_Exercise description:_ Go line by line through the entries below and copy those containing the string "grid".

── Data under study ──

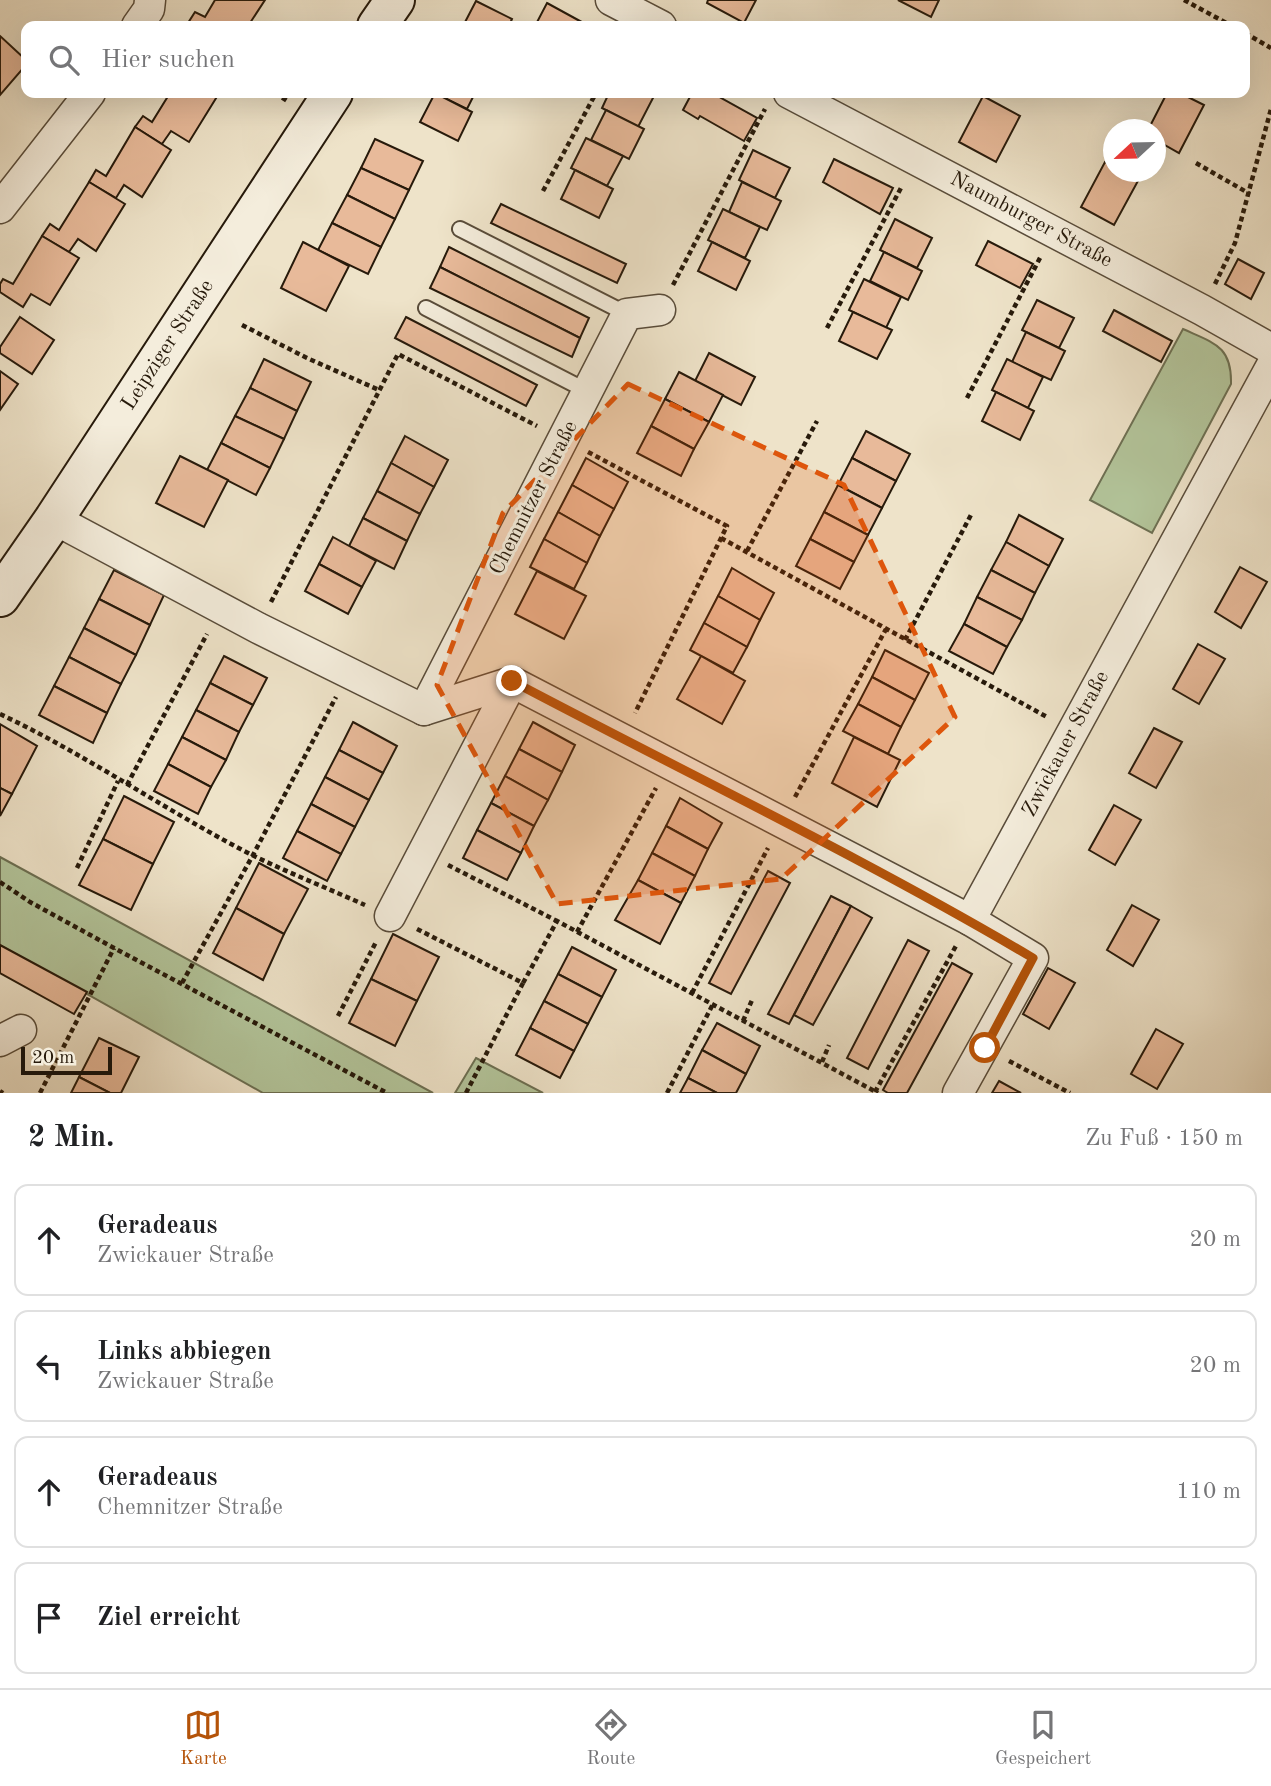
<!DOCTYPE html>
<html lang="de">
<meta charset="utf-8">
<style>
:root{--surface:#fff;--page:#f6f6f6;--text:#202124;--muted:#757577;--line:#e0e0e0;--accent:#b45309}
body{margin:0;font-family:"Old Standard TT",serif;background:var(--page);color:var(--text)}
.compass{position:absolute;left:1103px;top:119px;width:63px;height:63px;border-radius:50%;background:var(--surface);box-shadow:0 7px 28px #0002;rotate:248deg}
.scale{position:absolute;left:21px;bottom:18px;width:91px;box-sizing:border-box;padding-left:7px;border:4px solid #271a0b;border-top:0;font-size:19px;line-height:24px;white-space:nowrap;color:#271a0b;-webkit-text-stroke:5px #f4eddc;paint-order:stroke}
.stop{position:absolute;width:21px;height:21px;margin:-16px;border:5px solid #b45309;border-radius:50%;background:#fff}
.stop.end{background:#b45309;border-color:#fff;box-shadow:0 2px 7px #0008}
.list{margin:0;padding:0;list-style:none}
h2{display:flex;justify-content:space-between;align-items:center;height:91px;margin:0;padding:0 28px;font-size:30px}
h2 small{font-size:23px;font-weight:400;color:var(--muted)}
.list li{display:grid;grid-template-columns:46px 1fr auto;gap:21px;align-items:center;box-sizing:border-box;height:112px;margin:0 14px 14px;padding:0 14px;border:2px solid var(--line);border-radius:14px}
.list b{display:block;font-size:26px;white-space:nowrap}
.list p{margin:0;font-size:23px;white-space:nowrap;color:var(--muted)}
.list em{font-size:23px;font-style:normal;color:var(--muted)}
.icon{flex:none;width:38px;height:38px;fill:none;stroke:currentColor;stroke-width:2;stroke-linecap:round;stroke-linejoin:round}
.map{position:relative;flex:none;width:1271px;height:1093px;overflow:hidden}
.search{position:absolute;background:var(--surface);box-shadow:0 7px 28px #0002;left:21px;right:21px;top:21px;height:77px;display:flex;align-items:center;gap:18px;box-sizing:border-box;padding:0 24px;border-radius:14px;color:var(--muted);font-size:26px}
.sheet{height:595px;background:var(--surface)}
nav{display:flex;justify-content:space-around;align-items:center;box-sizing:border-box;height:98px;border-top:2px solid var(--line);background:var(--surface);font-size:19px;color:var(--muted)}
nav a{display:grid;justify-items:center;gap:4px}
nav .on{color:var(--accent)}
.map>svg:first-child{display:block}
</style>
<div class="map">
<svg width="1271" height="1093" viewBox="0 0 1271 1093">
<rect width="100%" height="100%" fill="#eee3c9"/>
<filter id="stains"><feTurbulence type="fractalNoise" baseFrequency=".00286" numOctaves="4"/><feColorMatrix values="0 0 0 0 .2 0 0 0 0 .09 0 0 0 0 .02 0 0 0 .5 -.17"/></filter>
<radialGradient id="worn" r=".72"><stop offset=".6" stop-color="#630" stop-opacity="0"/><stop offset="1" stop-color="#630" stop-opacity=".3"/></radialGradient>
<g fill="#b3c59b" stroke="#6d7053" stroke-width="2">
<path d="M1183,329C1214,343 1232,346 1231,384L1152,533L1090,500Z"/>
<path d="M0,857L433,1093H263L0,945Z"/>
<path d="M476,1058L543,1093H455Z"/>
</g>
<g fill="#e8ba9a" stroke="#271a0b" stroke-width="2">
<path d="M215,0H265L248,26H193L188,23L195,12L205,17Z"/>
<path d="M708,0H756L744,23L707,3Z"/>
<path d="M898,0H939L931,17Z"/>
<path d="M476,1L512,19L509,26H463Z"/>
<path d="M547,3L589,26H535Z"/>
<path d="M0,36L26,60V65L0,95Z"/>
<path d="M170,93H213L218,95L189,142L171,131L162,144L135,127L143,116L152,122Z"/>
<path d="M434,93H475L467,109Z"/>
<path d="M435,93L472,112L458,141L420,122Z"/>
<path d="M609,93H647L654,96L638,127L602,108Z"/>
<path d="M692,93H703L708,96L712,93L757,118L744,141L700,116L698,119L683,110Z"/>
<path d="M1167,93H1180L1204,105L1179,153L1156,140V130H1148Z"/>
<path d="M983,96L1020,116L996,162L959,142Z"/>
<path d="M606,110L644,129L629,159L591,140Z"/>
<path d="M135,127L171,150L142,197L124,185L116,198L89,182L96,170L106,176Z"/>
<path d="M586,138L623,156L607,186L571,168Z"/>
<path d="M375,139L423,161L409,190L361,168Z"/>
<path d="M753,150L790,168L775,198L739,180Z"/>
<path d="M834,159L893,188L880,214L823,182Z"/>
<path d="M1105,162L1114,166V172H1123L1139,179L1114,225L1081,207Z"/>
<path d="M361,168L409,190L395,219L347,195Z"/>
<path d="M575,170L613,189L599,218L561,199Z"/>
<path d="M89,182L125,204L96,251L78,239L69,252L42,236L50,224L59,230Z"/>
<path d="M742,182L781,201L767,230L729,212Z"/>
<path d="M347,195L395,219L381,247L332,223Z"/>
<path d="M501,204L626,264L617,283L491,223Z"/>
<path d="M723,209L760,227L745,258L708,240Z"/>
<path d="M895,219L932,238L917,268L880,250Z"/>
<path d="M332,223L381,247L368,274L318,250Z"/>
<path d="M42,236L79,258L50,305L31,294L23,307L0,292V284L3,279L13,284Z"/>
<path d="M988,241L1033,264L1020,288L976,265Z"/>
<path d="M303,242L349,266L326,311L281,288Z"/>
<path d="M712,242L750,261L736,290L698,271Z"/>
<path d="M449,247L589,318L580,338L440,267Z"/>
<path d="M884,252L922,271L908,300L870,281Z"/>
<path d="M1238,259L1264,273L1251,299L1225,284Z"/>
<path d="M440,267L580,338L572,357L430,288Z"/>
<path d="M864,279L901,297L886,328L849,310Z"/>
<path d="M1037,300L1074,318L1059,348L1022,330Z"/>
<path d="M1114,310L1172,341L1161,362L1103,331Z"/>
<path d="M853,312L892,330L877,359L839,341Z"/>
<path d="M20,317L54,340L32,374L0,353V347Z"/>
<path d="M406,317L537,385L526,406L395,338Z"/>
<path d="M1026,332L1065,351L1051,380L1012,362Z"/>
<path d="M709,353L755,377L741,405L695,381Z"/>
<path d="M264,359L311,382L297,411L250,388Z"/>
<path d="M1007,359L1043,377L1028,408L992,390Z"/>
<path d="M0,371L18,384L0,410Z"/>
<path d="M679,372L723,395L709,422L665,399Z"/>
<path d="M250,388L297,411L284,439L235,416Z"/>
<path d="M996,392L1034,411L1020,440L982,421Z"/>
<path d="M665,399L709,422L694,449L651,426Z"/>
<path d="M235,416L284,439L270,468L221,443Z"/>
<path d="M651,426L694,449L681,476L637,453Z"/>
<path d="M866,431L910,454L896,481L852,458Z"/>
<path d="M405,436L448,460L434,487L391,463Z"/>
<path d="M221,443L270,468L256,495L207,470Z"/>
<path d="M180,456L228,480L204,527L156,503Z"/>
<path d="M586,458L628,482L614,509L572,485Z"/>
<path d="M852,458L896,481L882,508L838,485Z"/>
<path d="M391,463L434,487L420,514L377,491Z"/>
<path d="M572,485L614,509L600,536L558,512Z"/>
<path d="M838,485L882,508L868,535L824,512Z"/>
<path d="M377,491L420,514L407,541L363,518Z"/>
<path d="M558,512L600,536L587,563L544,539Z"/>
<path d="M824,512L868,535L854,562L810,539Z"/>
<path d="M1019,515L1063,539L1049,566L1006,542Z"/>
<path d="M363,518L407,541L394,569L349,546Z"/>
<path d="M333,537L376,561L362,587L319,564Z"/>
<path d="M544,539L587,563L574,589L530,567Z"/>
<path d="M810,539L854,562L840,589L796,566Z"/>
<path d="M1006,542L1049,566L1035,593L991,570Z"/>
<path d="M319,564L362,587L348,614L305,591Z"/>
<path d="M1240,567L1267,582L1241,628L1215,612Z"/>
<path d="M732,568L774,593L760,620L718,596Z"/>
<path d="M114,570L164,595L150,625L99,599Z"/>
<path d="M991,570L1035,593L1022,620L977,597Z"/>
<path d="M537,571L586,596L564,639L515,614Z"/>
<path d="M718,596L760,620L747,647L704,623Z"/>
<path d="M977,597L1022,620L1007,647L964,624Z"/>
<path d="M99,599L150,625L136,655L84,628Z"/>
<path d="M704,623L747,647L733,673L690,650Z"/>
<path d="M964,624L1007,647L993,674L949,651Z"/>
<path d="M84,628L136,655L121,684L69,657Z"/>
<path d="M1198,644L1225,659L1199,704L1173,689Z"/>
<path d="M885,650L929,673L915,700L872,677Z"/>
<path d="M224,656L267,678L253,705L210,683Z"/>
<path d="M701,656L745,681L722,724L677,699Z"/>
<path d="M69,657L121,684L107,713L54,686Z"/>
<path d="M872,677L915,700L901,727L858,704Z"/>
<path d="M210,683L253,705L239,732L196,710Z"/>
<path d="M54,686L107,713L93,743L39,715Z"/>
<path d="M858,704L901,727L888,754L843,731Z"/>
<path d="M196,710L239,732L226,760L182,737Z"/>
<path d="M353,722L397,746L383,773L339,750Z"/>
<path d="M533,722L575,745L562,772L519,749Z"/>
<path d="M0,724L37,746L12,794L0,788Z"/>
<path d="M1154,728L1182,742L1156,788L1129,773Z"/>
<path d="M182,737L226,760L211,787L168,764Z"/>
<path d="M854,737L900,760L877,807L832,783Z"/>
<path d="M519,749L562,772L548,800L505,776Z"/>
<path d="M339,750L383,773L369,800L325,777Z"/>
<path d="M168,764L211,787L198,814L154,791Z"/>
<path d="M505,776L548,800L534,826L491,803Z"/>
<path d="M325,777L369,800L355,827L311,804Z"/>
<path d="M0,788L12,794L0,816Z"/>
<path d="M124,796L174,822L153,864L103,839Z"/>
<path d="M680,798L722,823L708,849L666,826Z"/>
<path d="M491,803L534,826L521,853L477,830Z"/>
<path d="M311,804L355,827L341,854L297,831Z"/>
<path d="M1114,805L1141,820L1115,865L1089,850Z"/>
<path d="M666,826L708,849L695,876L652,853Z"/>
<path d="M477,830L521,853L507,880L463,858Z"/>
<path d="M297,831L341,854L327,881L283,858Z"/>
<path d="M103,839L153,864L131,910L79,885Z"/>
<path d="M652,853L695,876L681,903L638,880Z"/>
<path d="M259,863L308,889L284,934L236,908Z"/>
<path d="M768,871L790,883L731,994L709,983Z"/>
<path d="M638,880L681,903L660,944L615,920Z"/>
<path d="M831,896L851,906L789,1024L768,1014Z"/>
<path d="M1132,905L1159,920L1133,966L1107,950Z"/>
<path d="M851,906L872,918L813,1025L794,1015Z"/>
<path d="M236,908L284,934L263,980L213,953Z"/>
<path d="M393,934L439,957L417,1001L371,979Z"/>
<path d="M908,940L929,951L868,1069L847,1058Z"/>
<path d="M0,945L87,992L74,1014L0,973Z"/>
<path d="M572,947L616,970L602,997L558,974Z"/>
<path d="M952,963L972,974L907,1093H888L883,1090Z"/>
<path d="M1048,968L1075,983L1049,1029L1023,1014Z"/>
<path d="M558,974L602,997L588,1024L544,1001Z"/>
<path d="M371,979L417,1001L395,1046L349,1023Z"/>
<path d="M544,1001L588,1024L574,1051L530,1028Z"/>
<path d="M717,1023L760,1046L746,1074L702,1050Z"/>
<path d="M530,1028L574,1051L560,1078L516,1055Z"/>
<path d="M1156,1029L1183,1044L1157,1089L1131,1074Z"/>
<path d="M99,1038L139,1057L121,1093H110L79,1077Z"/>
<path d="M702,1050L746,1074L736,1093H717L688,1078Z"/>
<path d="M79,1077L110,1093H71Z"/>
<path d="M688,1078L717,1093H680Z"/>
<path d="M999,1081L1021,1093H992Z"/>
</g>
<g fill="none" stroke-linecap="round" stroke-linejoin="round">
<g stroke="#594c3a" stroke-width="18">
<g id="lane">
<path d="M460,229L627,314"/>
<path d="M426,308L589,392"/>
</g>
</g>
<g stroke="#594c3a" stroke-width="33">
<g id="street">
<path d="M611,0L661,26"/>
<path d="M137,26L149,9L150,0"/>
<path d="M789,93L1202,310L1271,349"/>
<path d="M0,208L90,93"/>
<path d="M54,519L258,628L424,710L512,682L970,920"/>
<path d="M424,710L627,314L660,310"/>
<path d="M390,916L512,682"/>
<path d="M0,1041L21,1030"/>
<path d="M958,1093L1033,958L970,920L1271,367"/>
</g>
</g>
<g stroke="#271a0b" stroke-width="42">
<g id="secondary">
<path d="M377,26L395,0"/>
<path d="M0,597L54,519L333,93"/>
</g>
</g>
<g stroke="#271a0b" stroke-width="4.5" stroke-dasharray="5 3.5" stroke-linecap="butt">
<path d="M1184,0L1232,26"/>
<path d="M1245,33L1271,48"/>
<path d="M275,93L289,102"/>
<path d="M1196,163L1250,194"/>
<path d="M543,191L596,93"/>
<path d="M1215,284L1235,243L1271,109"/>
<path d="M673,285L765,109"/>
<path d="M242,325L307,358L379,390"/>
<path d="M827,328L902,186"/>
<path d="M967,398L1041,256"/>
<path d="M588,452L727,526L635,713"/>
<path d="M721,538L1047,717"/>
<path d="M747,551L817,421"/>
<path d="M271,602L398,354L537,426"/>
<path d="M905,640L972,513"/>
<path d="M0,714C87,755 166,811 252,855C289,873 327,888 365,905"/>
<path d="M127,785L207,634"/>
<path d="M795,797L886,629"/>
<path d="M448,865L557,921"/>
<path d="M77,868L118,781"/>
<path d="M0,882L30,902L114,948L387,1093"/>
<path d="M417,929L523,983L557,921L878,1093"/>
<path d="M577,932L656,788"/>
<path d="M182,983L253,855L336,697"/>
<path d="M692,993L768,848"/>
<path d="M338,1016L376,942"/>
<path d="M743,1021L752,1000"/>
<path d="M1009,1061L1070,1093"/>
<path d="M822,1062L829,1045"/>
<path d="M0,1091L3,1093"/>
<path d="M875,1092L957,944"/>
<path d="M40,1093L114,948"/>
<path d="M466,1093L523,983"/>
<path d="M667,1093L713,1004"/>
</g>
<use href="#lane" stroke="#f4eddc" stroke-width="14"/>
<use href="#street" stroke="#f4eddc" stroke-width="30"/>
<use href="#secondary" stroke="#f4eddc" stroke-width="38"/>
</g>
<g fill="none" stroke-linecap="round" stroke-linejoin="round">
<path stroke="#b45309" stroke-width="9" d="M512,681C686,773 864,858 1033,958L985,1048"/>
</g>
<path fill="#de560c" fill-opacity="0.2" stroke="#de560c" stroke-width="5" stroke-dasharray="14 9" stroke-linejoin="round" d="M628,384L844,485L955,717L781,879L557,904L437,685L503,513Z"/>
<g text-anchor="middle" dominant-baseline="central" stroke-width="6" stroke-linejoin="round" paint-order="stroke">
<g font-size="21" fill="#271a0b" stroke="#f4eddc">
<text transform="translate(1031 220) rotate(28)">Naumburger Straße</text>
<text transform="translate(168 345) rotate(-57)">Leipziger Straße</text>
<text transform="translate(534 498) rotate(-63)">Chemnitzer Straße</text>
<text transform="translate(1066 744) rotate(-62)">Zwickauer Straße</text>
</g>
</g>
<rect width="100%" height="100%" filter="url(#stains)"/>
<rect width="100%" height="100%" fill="url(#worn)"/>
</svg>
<svg class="compass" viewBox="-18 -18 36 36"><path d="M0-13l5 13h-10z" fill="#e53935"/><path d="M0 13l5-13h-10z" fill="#757577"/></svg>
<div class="scale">20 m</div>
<div class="stop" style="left:985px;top:1048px"></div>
<div class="stop end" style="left:512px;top:681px"></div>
<div class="search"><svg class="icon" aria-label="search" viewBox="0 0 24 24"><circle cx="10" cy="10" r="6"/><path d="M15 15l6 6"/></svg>Hier suchen</div>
</div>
<section class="sheet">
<h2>2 Min.<small>Zu Fuß · 150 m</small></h2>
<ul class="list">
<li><svg class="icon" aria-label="ahead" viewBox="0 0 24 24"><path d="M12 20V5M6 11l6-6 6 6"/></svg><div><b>Geradeaus</b><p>Zwickauer Straße</p></div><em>20 m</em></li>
<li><svg class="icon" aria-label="left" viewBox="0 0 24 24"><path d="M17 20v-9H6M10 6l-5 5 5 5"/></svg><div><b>Links abbiegen</b><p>Zwickauer Straße</p></div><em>20 m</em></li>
<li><svg class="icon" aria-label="ahead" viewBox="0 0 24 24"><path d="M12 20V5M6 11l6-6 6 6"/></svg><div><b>Geradeaus</b><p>Chemnitzer Straße</p></div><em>110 m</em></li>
<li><svg class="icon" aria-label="arrive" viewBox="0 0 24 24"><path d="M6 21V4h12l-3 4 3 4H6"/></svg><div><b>Ziel erreicht</b></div></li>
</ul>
</section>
<nav>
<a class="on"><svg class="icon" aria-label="map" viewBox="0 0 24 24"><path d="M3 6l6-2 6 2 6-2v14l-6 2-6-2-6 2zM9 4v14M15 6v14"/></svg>Karte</a>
<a><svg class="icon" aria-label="directions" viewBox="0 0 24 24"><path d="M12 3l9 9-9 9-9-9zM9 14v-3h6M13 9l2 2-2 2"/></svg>Route</a>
<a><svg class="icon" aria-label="saved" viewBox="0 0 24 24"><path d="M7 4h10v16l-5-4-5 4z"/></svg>Gespeichert</a>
</nav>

───

_Solution for this task:_
.list li{display:grid;grid-template-columns:46px 1fr auto;gap:21px;align-items:center;box-sizing:border-box;height:112px;margin:0 14px 14px;padding:0 14px;border:2px solid var(--line);border-radius:14px}
nav a{display:grid;justify-items:center;gap:4px}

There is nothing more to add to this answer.